At the same time, China was reeling from the fallout of the SARS epidemic, which began in November 2002. It wasn't until April of the following year that Beijing finally stopped denying the problem. But by then, the damage was done: SARS had gone global, with thousands of cases worldwide. The ordeal left China's economy badly bruised, too — Hong Kong restaurant and retail sales dropped by as much as 50 percent.
By the end of 2003, Beijing officials had learned a valuable lesson that would change how they approached public health emergencies.

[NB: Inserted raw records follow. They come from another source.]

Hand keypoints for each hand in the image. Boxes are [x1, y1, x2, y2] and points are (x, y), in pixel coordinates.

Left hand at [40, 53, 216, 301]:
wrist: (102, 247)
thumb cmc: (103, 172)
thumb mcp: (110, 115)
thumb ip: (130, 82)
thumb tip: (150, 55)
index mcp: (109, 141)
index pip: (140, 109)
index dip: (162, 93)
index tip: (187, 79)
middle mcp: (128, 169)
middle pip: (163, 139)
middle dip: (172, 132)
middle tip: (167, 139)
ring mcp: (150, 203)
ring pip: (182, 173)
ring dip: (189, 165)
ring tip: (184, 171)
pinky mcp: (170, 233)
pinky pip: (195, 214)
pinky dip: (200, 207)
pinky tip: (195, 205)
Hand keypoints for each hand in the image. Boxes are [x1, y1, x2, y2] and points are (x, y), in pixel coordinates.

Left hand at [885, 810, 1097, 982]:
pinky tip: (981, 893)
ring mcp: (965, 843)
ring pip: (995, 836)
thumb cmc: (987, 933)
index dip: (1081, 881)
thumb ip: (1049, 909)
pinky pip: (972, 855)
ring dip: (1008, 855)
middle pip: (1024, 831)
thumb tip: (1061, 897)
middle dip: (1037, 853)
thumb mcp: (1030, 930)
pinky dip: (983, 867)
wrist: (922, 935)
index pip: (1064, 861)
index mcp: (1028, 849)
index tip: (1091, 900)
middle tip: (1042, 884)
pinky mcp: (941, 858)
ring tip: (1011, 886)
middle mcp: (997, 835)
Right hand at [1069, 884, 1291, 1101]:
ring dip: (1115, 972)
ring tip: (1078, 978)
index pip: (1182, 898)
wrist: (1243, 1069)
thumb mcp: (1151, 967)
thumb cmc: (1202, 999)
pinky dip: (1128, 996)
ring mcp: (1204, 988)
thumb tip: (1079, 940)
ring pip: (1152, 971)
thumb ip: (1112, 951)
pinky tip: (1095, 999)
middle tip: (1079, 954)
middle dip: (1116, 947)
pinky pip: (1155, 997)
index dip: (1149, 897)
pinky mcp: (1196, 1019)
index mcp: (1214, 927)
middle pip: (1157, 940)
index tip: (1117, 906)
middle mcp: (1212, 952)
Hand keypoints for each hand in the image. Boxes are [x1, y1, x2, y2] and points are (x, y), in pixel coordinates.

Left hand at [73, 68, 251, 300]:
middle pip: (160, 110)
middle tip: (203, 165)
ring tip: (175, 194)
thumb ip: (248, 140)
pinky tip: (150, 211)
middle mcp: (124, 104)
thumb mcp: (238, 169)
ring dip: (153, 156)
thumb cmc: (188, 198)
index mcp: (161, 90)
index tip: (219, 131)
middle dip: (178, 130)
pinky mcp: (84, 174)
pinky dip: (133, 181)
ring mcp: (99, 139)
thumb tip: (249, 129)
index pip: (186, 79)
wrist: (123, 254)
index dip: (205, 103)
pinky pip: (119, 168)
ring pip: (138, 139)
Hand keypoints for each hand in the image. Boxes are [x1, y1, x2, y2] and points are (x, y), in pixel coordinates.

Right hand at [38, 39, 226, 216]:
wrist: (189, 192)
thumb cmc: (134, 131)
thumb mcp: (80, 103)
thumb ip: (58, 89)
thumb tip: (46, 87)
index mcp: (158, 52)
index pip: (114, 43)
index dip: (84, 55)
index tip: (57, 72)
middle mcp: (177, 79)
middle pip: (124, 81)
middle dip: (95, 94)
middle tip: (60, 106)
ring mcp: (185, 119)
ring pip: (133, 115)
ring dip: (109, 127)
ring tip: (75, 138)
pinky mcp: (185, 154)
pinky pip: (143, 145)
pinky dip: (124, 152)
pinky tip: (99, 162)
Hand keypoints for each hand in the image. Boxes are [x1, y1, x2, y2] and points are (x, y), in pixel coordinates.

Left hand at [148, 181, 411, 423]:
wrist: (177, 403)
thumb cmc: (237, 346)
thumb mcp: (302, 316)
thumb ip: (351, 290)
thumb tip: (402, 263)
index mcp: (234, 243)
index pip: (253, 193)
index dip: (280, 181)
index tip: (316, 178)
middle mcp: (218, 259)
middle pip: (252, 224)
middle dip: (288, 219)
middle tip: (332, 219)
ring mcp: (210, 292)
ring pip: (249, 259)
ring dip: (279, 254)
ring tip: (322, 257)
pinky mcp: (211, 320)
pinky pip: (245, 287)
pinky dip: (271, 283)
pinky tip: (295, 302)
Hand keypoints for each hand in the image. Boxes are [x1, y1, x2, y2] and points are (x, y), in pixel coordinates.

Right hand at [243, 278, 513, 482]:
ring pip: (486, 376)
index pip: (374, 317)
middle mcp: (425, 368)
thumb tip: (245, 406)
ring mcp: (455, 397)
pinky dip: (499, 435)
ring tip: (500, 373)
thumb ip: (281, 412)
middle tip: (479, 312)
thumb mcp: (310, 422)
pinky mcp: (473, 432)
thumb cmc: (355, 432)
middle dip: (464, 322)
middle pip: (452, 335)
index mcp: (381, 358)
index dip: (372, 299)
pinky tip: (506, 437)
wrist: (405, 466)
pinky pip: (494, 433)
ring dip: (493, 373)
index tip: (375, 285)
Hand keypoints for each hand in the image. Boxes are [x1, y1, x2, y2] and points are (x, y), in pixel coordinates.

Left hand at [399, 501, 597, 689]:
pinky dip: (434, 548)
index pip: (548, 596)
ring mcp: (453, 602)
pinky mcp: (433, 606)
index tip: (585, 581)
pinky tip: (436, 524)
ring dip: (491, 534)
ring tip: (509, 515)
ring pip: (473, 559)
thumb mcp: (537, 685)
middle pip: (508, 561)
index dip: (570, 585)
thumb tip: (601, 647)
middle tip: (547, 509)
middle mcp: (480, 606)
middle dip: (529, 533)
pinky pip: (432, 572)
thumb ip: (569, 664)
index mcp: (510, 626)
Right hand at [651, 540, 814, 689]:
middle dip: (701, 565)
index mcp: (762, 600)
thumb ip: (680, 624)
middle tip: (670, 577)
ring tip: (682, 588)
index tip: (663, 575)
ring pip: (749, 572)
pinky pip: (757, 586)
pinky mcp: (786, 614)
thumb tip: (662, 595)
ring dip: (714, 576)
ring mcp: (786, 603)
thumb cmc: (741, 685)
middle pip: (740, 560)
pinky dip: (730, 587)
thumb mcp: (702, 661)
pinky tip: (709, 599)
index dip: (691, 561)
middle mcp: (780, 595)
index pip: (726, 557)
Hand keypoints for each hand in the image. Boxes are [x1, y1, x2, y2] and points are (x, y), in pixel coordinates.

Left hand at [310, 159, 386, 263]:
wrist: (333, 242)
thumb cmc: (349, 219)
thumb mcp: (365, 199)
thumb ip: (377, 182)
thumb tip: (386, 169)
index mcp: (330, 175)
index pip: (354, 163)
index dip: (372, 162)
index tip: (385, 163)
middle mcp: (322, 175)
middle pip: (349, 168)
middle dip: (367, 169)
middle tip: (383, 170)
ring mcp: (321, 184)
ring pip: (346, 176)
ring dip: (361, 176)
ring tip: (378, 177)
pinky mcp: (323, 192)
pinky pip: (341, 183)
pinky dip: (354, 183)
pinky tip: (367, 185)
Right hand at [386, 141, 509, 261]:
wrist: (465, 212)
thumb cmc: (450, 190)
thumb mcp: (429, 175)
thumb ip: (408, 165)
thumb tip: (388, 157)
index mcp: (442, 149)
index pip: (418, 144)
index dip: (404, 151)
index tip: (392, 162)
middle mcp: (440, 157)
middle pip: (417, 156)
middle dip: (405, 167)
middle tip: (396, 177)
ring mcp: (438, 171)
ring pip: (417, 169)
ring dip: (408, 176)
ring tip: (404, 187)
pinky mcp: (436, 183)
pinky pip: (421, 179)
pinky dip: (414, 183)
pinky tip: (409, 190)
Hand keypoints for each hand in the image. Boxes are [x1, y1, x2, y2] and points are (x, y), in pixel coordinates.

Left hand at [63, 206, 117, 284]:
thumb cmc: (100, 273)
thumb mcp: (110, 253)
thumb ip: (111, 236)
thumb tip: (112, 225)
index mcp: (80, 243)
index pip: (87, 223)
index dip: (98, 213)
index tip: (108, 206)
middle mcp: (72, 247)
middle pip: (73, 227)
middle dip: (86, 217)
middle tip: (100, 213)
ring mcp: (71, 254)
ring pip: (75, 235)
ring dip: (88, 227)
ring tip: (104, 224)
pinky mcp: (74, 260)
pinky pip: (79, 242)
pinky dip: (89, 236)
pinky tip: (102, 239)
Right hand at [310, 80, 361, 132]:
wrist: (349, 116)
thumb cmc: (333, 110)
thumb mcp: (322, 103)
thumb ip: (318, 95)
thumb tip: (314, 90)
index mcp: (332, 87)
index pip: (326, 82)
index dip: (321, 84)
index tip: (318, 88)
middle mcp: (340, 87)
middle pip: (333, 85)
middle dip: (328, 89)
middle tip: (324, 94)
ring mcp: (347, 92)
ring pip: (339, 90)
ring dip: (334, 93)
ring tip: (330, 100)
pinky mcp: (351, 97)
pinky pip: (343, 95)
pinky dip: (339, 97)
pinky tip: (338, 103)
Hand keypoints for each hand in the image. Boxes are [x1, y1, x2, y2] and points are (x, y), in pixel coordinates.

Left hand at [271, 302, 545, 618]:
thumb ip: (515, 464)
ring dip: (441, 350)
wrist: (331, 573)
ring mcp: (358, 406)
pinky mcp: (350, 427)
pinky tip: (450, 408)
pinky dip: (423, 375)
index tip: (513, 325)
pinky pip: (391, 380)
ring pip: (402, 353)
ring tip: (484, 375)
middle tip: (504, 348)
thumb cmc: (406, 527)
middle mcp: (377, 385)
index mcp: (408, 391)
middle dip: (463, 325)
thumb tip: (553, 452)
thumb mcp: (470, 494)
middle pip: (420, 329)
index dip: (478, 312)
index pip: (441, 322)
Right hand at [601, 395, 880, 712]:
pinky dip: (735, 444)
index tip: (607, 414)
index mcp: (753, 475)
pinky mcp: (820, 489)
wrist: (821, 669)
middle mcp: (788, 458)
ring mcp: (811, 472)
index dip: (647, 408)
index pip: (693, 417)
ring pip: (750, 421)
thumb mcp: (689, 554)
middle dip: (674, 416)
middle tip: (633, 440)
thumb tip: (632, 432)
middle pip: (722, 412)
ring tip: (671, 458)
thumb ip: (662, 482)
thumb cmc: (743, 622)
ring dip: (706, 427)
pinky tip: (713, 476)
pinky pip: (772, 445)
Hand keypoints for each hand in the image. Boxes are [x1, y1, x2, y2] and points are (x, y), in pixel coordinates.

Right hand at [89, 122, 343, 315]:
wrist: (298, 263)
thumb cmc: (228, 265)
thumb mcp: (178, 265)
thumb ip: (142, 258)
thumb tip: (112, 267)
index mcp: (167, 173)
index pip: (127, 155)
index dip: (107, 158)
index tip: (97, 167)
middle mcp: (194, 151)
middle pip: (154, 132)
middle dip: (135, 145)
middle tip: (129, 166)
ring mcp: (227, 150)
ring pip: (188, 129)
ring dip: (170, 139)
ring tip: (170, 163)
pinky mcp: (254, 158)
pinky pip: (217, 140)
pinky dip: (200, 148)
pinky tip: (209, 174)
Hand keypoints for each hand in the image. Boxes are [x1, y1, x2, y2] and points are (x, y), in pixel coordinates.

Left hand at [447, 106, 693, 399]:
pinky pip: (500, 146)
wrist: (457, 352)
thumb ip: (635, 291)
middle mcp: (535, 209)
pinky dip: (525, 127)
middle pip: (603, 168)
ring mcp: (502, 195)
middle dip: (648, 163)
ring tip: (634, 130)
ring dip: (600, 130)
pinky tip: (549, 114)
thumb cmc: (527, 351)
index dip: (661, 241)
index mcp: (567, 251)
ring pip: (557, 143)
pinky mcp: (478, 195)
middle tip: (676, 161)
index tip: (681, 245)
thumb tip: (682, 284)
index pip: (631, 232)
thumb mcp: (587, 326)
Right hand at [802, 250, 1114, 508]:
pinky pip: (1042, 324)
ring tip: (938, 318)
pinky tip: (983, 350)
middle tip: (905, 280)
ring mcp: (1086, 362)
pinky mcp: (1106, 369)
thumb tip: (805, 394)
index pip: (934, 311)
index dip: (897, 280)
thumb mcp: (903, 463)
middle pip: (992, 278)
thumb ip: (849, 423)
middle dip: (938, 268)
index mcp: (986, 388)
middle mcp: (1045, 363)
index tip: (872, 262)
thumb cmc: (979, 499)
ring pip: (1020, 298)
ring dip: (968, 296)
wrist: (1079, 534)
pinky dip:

"The crisis exposed all the defects in the political system," said Hu Angang, professor of economics at Tsinghua University's school of public policy and management. "It turned out to be the best teacher for the government on how not to repeat those mistakes."
Public awareness campaigns and measures to provide free antiretroviral (ARV) medicine marked a major turning point. By 2011, nationwide prevalence of HIV had plunged to roughly one-twentieth of one percent.
If Beijing doesn't want to lose these hard-won gains, it's going to have to foster a culture of safe gay sex. This will mean confronting the stigmas surrounding homosexuality and HIV — or at the very least, not censoring those who do.